Here’s an example of the Grafana dashboard:

Security

The importance of security protection has risen sharply in the last few years. Organizations and companies small or large, hi-tech or low-tech, are showing a growing interest in the issue of infrastructure protection.

In 2020, we saw a number of significant acquisitions in the cyber field, such as the acquisition of Siemplify by Google for about $ 500 million, or the sale of Guardicore to Akamai for about $ 600 million.

The number of cyber attacks has grown steadily over the last few years. In 2016, 758 million malicious attacks occurred according to Kaspersky Lab. That means an attack launched every 40 seconds!

The cost of cybercrime damages in 2019 was $2.1 trillion, in 2021 it hit $6 trillion.

The average MTTD (Mean-Time-to-Detect), according to the 2017 Ponemon Cost of Data Breach Study, was 191 days with a range of 24 to 546 days. Just think what a hacker can do to your environment in this time, how much information they can steal.

Organizations face a troubling threat landscape like never before, and you hear about new massive data breaches almost monthly. Organizations’ ever-expanding digital footprint and supply chains are also factors adding to this risk, which cyber criminals are aware of and willing to exploit.

In the cloud world, the cloud vendor (AWS, Azure, GCP) takes care of securing its resources and specifies its area of responsibility.
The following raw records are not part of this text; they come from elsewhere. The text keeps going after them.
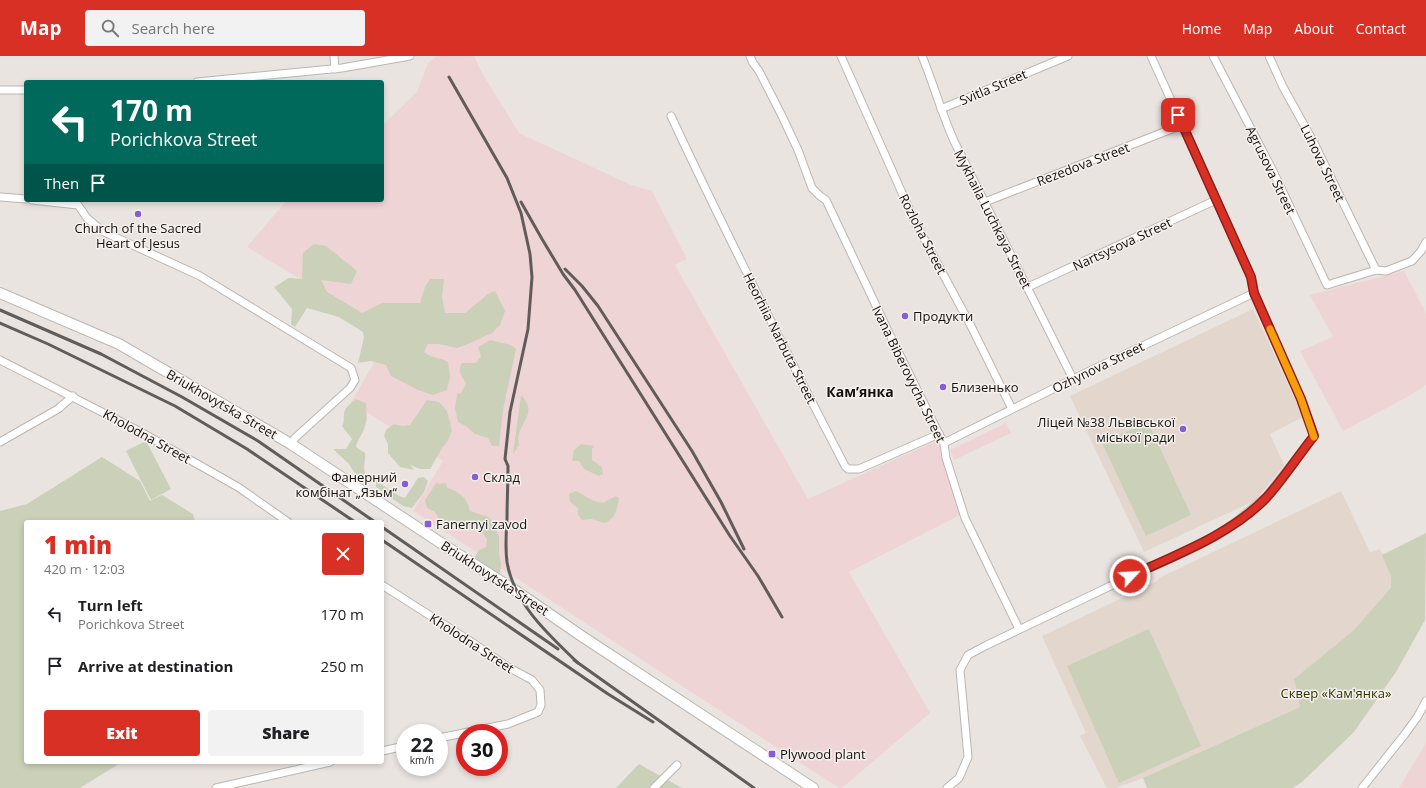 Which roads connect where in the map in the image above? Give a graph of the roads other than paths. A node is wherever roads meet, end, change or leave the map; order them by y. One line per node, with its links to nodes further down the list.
1 (334, 56): 10 (street)
2 (410, 56): 10 (street)
3 (750, 56): 32 (street, Ivana Biberovycha Street)
4 (841, 56): 31 (street, Rozloha Street)
5 (922, 56): 14 (street, Mykhaila Luchkaya Street)
6 (1068, 56): 14 (street, Svitla Street)
7 (1151, 56): 16 (street)
8 (1213, 56): 24 (street, Agrusova Street)
9 (1269, 56): 24 (street, Luhova Street)
10 (335, 69): 11 (street)
11 (226, 80)
12 (0, 90): 13 (street)
13 (24, 90)
14 (941, 109): 21 (street, Mykhaila Luchkaya Street)
15 (671, 116): 32 (street, Heorhiia Narbuta Street)
16 (1182, 125): 19 (street); 21 (street, Rezedova Street)
17 (0, 196): 18 (street)
18 (24, 199)
19 (1216, 200): 25 (street, Nartsysova Street); 27 (street)
20 (64, 202): 22 (street)
21 (985, 202): 25 (street, Mykhaila Luchkaya Street)
22 (80, 203): 35 (street)
23 (1426, 242): 24 (street)
24 (1376, 270)
25 (1028, 287): 29 (street, Mykhaila Luchkaya Street)
26 (0, 293): 35 (main road, Briukhovytska Street)
27 (1254, 293): 29 (street, Ozhynova Street); 38 (street)
28 (0, 360): 30 (street, Kholodna Street)
29 (1074, 379): 31 (street, Ozhynova Street)
30 (73, 396): 33 (street); 36 (street, Kholodna Street)
31 (1012, 409): 34 (street, Ozhynova Street)
32 (939, 434): 34 (street, Ivana Biberovycha Street)
33 (0, 442)
34 (944, 443): 38 (street, Ivana Biberovycha Street)
35 (291, 444): 47 (main road, Briukhovytska Street)
36 (285, 520)
37 (384, 586): 40 (street, Kholodna Street)
38 (1019, 629): 48 (street)
39 (1426, 701): 49 (street)
40 (448, 736)
41 (396, 748): 42 (street)
42 (384, 751)
43 (321, 764): 45 (street)
44 (678, 765): 46 (street)
45 (216, 788)
46 (654, 788)
47 (813, 788)
48 (947, 788)
49 (1362, 788)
“…AWS data protection services provide encryption and key management and threat detection that continuously monitors and protects your accounts and workloads. … AWS identifies threats by continuously monitoring the network activity and account behavior within your cloud environment…” (www.amazon.com → security)

Who (And How) Do We Protect the Components We Upload to the Cloud?
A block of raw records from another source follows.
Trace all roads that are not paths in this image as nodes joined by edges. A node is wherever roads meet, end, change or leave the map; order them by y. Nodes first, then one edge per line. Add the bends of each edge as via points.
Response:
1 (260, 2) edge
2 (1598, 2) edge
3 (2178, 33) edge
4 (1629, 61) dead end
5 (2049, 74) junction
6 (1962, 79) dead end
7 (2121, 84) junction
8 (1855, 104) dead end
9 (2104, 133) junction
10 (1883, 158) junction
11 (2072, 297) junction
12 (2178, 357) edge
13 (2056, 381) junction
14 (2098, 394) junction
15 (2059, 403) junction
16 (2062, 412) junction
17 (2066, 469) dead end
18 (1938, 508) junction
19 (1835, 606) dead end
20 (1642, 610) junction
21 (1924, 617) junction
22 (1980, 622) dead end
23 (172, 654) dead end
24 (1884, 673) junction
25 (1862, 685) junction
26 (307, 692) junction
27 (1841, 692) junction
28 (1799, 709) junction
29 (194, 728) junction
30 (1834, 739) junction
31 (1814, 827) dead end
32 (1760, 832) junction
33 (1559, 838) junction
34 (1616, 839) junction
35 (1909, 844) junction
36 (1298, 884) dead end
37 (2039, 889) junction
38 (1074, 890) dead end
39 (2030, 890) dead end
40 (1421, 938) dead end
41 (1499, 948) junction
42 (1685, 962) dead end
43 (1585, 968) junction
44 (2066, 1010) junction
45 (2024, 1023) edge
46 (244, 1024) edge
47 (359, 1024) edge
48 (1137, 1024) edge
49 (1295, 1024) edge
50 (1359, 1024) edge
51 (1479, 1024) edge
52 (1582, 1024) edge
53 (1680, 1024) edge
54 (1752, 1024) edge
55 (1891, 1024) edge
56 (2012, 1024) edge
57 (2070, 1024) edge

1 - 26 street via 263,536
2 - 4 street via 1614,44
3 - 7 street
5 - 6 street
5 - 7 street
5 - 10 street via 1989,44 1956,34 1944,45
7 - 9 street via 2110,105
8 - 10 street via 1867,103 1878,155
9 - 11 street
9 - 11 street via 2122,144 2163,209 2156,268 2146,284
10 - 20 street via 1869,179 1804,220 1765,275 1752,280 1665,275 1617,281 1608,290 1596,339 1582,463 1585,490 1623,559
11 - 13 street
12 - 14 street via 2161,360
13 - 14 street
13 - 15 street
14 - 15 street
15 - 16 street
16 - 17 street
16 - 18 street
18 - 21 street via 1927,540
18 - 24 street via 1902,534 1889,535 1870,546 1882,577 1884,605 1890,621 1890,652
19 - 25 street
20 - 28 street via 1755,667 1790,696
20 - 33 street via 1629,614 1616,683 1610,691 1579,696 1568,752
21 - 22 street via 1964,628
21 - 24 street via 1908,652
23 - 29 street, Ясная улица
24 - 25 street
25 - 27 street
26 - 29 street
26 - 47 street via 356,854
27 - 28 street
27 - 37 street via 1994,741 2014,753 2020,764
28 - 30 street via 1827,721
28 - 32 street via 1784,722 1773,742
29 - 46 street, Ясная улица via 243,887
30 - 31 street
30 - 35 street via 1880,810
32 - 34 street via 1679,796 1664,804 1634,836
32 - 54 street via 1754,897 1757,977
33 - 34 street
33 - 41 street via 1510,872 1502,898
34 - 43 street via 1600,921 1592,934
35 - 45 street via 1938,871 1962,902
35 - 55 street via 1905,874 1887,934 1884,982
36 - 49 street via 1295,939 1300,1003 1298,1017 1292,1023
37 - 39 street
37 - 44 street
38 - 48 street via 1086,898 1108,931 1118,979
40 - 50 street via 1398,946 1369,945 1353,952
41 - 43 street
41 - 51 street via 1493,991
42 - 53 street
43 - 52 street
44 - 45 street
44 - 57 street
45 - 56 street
Our code, the packages and the open source we are using, the images that are running on the EC2 machines – who protects them?

More than that, there are organizations and governments that are only willing to do business with vendors who stand with security compliance and regulators, and maintain very high security on their process and products.

Therefore, another layer of protection should be an active layer – there should be a system that regularly and over time monitors the vulnerabilities it has on every resource or machine it uses.

Such a system should analyze the existing threats, quantity, on what code/package the vulnerability is found, and what the severity is. Then, offer the weighted score for all resources or the most common containers with the most severe vulnerability.

More sophisticated systems can give a recommendation on how to download and fix the vulnerability.

Data breaches that go on for months are a result of poor detection and response capabilities.

The Desired Monitoring System

Identifying threats as soon as possible is key in today’s threat landscape. Continuous monitoring can take your security detection, along with your response capabilities, to the next level. This helps you offload the tedious task of filtering through hundreds and even thousands of alerts.

Monitoring tools should include a dashboard with all the information needed to understand the attack surface, as well as metrics that will help to easily and quickly understand what the security status is.

For example – a list of all hosts and images, and the extent of vulnerability on each of them. Including in which specific package the problem is, whether there is an update available for download, a trend graph that shows whether we are accumulating more threats over time, whether we are dealing with them and the extent of vulnerability is decreasing, division of hosts by amount of threats, hardware, etc.

The system Rezilion offers meets these criteria exactly.

A system that monitors all hosts and images running inside on the client side. It compares the results against the known vulnerabilities, presents the client with all existing threats, and makes the client’s attack surface accessible to the organization.

The bonus Rezilion offers is to reduce the amount of alerts (by about 70%), by only alerting on packages that are loaded to memory and building your attack surface according to this information – as code that is not loaded into memory cannot be attacked through it.